#### INPUT DATA ####

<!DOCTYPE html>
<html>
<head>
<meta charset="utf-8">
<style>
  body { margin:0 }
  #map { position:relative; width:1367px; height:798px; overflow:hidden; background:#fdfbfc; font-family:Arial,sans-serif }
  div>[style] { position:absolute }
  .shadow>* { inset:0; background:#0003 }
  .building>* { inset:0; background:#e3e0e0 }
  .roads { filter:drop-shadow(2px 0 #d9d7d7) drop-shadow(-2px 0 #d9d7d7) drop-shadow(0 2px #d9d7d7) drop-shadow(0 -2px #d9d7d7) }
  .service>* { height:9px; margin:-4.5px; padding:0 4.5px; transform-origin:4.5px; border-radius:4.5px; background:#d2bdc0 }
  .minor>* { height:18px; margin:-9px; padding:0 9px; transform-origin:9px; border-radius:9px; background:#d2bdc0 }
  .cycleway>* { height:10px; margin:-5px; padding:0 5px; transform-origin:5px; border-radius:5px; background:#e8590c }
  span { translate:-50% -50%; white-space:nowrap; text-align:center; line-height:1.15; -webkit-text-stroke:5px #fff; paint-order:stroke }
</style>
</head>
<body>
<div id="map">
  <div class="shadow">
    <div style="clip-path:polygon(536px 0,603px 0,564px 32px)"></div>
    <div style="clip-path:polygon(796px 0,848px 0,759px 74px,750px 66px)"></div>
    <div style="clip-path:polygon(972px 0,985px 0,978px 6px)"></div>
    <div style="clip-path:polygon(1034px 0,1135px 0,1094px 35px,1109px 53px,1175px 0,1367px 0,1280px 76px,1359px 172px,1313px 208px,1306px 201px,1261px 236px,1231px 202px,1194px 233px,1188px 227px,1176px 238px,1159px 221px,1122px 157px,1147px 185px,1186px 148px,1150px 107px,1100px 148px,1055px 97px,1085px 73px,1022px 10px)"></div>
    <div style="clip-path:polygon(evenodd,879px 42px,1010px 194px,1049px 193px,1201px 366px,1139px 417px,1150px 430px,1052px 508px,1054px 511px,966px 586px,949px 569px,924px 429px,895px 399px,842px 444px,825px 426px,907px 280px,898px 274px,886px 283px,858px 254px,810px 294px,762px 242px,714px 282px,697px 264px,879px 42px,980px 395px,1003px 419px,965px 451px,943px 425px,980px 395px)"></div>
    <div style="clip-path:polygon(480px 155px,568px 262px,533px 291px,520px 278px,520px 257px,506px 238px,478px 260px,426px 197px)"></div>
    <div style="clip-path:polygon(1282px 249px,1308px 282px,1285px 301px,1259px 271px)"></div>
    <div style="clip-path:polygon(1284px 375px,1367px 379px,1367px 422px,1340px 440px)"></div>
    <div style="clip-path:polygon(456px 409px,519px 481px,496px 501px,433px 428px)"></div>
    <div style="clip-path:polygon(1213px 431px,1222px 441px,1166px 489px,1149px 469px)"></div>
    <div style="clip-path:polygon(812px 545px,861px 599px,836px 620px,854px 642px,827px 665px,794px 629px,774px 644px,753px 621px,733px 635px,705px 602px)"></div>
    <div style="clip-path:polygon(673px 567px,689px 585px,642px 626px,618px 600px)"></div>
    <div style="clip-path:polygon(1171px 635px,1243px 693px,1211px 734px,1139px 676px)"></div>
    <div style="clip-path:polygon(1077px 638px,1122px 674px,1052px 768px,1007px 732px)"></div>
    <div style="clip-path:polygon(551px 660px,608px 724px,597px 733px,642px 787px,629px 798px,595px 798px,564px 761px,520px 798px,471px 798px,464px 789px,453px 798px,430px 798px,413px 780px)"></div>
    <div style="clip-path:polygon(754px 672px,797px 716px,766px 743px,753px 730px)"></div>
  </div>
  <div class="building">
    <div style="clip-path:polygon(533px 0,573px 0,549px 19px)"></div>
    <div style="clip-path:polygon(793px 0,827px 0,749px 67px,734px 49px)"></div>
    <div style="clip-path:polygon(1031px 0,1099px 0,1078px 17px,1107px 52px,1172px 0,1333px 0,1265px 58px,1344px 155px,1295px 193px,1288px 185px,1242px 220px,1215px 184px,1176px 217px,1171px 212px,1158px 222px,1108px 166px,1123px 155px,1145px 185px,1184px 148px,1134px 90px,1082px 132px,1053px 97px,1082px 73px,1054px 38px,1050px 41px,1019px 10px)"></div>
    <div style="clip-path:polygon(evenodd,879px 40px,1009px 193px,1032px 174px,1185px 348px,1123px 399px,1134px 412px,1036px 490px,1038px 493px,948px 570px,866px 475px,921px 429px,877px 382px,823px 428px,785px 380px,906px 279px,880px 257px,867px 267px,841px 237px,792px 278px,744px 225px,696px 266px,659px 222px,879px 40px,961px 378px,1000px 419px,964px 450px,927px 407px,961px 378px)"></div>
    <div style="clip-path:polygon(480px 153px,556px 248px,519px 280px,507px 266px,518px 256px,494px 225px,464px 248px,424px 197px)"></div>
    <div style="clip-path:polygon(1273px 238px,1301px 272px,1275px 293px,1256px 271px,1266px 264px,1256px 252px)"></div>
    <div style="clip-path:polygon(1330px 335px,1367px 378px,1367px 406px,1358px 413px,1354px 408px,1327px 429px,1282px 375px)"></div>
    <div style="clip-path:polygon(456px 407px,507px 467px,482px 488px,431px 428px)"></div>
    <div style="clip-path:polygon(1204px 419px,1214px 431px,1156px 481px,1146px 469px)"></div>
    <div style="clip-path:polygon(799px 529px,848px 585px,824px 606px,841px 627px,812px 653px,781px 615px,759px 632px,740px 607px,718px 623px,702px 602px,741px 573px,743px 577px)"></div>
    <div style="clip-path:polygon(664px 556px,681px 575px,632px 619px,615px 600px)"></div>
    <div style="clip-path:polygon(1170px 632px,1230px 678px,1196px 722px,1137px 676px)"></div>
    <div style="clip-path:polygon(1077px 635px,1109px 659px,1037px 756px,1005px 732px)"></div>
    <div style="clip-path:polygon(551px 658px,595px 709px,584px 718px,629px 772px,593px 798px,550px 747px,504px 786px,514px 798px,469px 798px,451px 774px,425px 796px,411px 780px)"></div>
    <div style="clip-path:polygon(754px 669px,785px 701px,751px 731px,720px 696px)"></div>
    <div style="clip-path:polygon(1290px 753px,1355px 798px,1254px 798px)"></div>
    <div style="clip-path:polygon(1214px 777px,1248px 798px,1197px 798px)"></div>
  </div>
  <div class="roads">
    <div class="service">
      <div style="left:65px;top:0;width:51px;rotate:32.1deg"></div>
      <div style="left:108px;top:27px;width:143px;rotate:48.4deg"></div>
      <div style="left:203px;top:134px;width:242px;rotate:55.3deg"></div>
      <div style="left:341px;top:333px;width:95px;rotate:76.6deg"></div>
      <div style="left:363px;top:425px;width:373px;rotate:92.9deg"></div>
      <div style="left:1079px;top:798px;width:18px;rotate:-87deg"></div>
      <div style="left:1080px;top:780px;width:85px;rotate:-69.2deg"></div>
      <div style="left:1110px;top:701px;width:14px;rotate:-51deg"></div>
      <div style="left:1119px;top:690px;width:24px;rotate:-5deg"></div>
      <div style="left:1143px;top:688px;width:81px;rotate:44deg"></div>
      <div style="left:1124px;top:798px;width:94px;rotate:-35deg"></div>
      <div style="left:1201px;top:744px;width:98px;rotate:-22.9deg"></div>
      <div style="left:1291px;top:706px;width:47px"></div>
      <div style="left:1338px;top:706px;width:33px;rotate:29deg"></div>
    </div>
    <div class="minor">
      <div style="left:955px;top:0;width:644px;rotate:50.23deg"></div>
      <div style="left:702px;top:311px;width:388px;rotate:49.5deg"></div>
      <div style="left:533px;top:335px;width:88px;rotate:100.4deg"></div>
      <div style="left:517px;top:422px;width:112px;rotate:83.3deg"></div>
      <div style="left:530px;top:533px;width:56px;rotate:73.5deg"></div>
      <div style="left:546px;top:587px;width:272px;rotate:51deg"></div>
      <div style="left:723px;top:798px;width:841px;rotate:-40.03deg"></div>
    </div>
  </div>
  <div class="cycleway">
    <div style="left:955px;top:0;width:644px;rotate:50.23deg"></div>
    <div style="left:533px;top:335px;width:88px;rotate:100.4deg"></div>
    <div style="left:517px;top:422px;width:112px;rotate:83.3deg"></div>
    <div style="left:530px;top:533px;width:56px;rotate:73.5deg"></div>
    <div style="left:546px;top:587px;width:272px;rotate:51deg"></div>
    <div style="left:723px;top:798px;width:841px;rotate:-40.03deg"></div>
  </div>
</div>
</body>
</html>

####
#### INPUT DATA ####

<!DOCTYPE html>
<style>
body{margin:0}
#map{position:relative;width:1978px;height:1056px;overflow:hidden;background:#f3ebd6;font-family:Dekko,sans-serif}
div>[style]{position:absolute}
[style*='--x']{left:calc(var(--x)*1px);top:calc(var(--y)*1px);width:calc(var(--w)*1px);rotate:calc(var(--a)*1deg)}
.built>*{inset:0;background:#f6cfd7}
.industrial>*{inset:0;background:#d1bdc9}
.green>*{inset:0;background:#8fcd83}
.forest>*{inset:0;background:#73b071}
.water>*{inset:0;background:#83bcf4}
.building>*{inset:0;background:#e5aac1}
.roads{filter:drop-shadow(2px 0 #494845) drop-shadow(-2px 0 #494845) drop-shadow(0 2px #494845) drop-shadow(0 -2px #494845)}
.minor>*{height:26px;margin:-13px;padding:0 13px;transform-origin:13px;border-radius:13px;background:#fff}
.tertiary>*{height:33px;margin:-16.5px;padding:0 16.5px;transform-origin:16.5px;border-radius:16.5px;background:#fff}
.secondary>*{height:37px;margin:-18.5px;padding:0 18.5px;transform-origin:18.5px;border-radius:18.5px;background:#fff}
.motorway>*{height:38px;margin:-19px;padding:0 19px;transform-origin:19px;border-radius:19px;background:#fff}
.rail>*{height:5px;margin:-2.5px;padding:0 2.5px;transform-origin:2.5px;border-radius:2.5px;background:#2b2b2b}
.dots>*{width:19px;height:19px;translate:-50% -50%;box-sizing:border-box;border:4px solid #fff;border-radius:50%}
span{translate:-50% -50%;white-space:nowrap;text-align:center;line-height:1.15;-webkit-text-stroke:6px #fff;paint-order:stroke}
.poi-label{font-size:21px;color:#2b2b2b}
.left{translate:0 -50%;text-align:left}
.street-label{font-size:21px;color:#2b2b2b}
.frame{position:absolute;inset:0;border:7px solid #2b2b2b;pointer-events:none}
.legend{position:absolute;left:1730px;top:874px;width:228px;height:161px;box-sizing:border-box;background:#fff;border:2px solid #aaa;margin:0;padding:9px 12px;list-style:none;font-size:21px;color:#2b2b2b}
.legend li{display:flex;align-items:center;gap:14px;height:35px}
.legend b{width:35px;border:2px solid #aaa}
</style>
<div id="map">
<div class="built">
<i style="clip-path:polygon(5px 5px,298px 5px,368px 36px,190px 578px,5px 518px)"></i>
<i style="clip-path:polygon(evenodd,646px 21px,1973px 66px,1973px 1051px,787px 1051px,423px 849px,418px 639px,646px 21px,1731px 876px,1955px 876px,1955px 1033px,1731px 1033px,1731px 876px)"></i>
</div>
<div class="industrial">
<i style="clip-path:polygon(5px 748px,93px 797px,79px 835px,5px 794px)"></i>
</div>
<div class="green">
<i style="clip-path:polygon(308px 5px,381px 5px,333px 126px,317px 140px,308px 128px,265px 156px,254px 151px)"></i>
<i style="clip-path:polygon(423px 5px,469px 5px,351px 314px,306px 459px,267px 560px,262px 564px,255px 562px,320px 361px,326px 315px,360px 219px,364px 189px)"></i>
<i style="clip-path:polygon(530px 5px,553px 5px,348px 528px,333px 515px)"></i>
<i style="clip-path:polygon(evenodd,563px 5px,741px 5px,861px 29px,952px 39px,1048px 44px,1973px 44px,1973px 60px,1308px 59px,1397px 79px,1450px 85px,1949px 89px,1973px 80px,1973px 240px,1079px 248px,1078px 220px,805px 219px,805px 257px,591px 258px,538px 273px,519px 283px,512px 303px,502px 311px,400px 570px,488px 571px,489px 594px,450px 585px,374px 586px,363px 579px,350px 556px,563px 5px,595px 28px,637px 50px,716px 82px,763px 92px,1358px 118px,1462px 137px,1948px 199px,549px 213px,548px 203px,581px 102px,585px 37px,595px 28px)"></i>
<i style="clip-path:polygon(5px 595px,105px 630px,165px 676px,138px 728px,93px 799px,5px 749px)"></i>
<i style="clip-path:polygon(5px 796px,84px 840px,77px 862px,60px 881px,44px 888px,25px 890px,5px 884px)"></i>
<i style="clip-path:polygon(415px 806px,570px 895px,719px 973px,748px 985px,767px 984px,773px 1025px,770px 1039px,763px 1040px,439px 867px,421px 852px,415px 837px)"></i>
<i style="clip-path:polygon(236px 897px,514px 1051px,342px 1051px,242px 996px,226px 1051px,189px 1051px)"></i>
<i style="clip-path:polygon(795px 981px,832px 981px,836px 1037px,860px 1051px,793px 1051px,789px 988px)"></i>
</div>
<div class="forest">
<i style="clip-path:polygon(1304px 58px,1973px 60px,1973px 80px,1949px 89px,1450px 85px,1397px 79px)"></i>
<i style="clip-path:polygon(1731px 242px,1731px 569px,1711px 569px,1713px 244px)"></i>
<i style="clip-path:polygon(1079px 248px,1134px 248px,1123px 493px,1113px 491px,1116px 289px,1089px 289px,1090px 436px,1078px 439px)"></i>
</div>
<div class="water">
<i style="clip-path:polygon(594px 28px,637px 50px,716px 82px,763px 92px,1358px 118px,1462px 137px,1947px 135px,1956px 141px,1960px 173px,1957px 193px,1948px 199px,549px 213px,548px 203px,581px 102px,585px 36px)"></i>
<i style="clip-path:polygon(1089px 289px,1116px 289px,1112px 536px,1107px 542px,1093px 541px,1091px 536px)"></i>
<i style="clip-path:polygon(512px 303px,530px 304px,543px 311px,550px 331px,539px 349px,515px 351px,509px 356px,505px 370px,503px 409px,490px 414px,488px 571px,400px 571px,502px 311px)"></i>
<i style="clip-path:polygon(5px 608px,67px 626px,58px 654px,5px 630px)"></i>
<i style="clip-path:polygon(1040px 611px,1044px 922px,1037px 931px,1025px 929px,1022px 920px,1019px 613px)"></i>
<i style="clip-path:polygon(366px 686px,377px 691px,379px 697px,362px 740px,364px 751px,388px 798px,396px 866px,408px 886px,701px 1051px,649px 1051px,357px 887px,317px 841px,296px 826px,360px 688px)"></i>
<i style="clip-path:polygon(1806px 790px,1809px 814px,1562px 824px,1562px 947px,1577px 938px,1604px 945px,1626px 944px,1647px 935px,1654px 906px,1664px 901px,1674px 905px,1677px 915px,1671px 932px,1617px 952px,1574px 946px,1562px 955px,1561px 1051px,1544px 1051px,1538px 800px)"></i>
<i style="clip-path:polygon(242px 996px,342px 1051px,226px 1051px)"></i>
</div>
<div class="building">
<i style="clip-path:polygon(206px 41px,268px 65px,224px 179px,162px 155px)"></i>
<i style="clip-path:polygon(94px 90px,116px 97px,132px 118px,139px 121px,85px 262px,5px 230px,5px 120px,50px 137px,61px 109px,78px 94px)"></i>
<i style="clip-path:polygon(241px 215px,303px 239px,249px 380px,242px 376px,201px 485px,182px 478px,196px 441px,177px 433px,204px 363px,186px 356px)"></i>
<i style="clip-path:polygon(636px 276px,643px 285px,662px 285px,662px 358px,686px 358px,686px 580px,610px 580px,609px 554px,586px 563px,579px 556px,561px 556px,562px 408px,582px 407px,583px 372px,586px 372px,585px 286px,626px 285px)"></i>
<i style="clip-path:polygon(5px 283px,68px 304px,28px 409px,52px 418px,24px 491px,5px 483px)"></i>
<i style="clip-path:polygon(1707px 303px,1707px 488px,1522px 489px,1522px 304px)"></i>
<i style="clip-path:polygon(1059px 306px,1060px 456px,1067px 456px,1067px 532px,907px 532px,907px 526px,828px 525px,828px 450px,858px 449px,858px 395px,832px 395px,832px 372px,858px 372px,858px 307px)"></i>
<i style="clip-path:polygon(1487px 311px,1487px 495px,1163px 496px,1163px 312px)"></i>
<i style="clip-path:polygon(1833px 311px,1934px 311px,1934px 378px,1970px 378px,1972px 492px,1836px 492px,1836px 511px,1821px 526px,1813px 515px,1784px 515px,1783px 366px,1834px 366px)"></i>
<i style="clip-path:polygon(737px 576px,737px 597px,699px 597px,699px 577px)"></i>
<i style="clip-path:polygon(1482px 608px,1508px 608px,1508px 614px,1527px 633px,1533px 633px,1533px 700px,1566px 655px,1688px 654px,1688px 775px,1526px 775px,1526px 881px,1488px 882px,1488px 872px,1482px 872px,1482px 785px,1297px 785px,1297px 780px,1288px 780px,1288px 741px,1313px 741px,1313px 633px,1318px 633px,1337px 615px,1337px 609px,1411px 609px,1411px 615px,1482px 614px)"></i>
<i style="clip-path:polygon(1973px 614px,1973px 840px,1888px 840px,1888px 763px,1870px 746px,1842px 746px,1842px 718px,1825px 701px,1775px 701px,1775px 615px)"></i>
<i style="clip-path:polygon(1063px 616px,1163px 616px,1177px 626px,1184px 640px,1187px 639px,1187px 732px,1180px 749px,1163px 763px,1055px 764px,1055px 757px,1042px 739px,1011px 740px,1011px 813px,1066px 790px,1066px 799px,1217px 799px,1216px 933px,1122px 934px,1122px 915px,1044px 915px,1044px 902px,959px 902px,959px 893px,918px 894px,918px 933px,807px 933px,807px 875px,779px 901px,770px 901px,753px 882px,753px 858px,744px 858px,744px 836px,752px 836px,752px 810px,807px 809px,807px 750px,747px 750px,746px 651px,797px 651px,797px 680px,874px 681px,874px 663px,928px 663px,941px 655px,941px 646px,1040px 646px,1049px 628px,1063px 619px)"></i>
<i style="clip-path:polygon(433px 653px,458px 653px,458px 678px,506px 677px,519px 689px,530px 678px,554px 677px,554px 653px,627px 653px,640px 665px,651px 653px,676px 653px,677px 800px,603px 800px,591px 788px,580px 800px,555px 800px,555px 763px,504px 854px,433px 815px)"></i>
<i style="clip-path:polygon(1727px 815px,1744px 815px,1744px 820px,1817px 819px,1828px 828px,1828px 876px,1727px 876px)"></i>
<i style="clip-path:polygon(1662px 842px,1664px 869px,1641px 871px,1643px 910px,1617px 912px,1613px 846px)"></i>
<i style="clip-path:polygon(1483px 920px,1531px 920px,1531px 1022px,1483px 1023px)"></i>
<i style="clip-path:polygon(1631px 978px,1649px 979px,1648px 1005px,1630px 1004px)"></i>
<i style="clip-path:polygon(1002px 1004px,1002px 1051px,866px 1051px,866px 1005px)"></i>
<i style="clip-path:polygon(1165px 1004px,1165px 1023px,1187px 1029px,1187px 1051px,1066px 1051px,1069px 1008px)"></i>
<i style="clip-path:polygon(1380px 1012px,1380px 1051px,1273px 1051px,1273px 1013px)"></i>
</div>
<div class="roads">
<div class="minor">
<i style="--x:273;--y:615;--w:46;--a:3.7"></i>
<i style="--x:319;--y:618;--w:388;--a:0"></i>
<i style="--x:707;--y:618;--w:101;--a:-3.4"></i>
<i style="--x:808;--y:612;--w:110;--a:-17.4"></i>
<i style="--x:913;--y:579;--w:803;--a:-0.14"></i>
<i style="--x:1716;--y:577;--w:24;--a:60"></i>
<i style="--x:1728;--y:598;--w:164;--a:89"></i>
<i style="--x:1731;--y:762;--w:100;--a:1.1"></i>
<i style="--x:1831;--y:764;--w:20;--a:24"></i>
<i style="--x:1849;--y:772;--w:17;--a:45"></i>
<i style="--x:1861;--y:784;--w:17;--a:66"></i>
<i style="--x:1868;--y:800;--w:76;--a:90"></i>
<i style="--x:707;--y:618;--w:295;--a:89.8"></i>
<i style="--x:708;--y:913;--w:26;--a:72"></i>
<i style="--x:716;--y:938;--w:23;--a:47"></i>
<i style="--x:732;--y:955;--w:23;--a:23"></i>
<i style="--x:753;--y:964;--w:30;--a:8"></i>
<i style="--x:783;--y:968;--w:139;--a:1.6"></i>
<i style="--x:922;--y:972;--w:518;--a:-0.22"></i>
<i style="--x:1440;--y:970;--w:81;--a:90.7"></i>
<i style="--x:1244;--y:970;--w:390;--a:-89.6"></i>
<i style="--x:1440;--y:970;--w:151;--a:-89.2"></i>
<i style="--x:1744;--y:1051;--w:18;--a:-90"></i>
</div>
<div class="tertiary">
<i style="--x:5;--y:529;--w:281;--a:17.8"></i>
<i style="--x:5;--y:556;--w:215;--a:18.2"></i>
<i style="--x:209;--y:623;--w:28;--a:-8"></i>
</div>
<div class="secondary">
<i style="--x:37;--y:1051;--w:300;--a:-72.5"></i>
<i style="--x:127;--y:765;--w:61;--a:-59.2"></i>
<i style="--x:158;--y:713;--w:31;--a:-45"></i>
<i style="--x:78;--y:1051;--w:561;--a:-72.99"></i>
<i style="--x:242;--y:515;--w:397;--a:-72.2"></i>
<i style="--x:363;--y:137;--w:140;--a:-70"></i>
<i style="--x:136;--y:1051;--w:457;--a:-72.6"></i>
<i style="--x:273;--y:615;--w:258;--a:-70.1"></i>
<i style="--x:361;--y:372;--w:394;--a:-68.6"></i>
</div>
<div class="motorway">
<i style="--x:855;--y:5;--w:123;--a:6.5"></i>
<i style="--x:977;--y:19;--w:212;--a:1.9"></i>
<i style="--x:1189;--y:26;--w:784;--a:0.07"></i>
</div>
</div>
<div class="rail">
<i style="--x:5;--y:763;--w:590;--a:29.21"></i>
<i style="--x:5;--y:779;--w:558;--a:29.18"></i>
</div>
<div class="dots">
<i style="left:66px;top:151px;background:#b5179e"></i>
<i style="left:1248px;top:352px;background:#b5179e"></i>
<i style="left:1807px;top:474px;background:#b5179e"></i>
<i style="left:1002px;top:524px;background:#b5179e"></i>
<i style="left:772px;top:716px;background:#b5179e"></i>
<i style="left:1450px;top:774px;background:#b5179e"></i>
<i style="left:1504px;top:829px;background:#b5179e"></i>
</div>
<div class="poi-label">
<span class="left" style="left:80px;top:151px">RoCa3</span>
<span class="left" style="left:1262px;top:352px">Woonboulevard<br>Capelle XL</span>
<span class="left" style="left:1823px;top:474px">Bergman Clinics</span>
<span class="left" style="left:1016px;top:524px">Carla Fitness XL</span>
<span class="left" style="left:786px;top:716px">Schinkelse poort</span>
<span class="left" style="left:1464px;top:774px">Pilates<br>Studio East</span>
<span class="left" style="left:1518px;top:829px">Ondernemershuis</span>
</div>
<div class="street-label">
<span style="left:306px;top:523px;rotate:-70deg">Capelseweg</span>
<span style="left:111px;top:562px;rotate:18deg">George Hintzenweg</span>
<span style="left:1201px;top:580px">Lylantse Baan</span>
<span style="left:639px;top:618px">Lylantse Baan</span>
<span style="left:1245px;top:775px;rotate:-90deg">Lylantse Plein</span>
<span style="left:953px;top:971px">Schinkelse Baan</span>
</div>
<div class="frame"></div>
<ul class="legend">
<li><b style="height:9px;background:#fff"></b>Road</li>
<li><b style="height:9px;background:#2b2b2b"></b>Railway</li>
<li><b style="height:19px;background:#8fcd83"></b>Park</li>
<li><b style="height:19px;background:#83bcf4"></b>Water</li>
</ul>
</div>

####

TASK GOAL
In the records above, the lines containing the string "service" should be counted; give only the total.

WRITTEN RESPONSE
2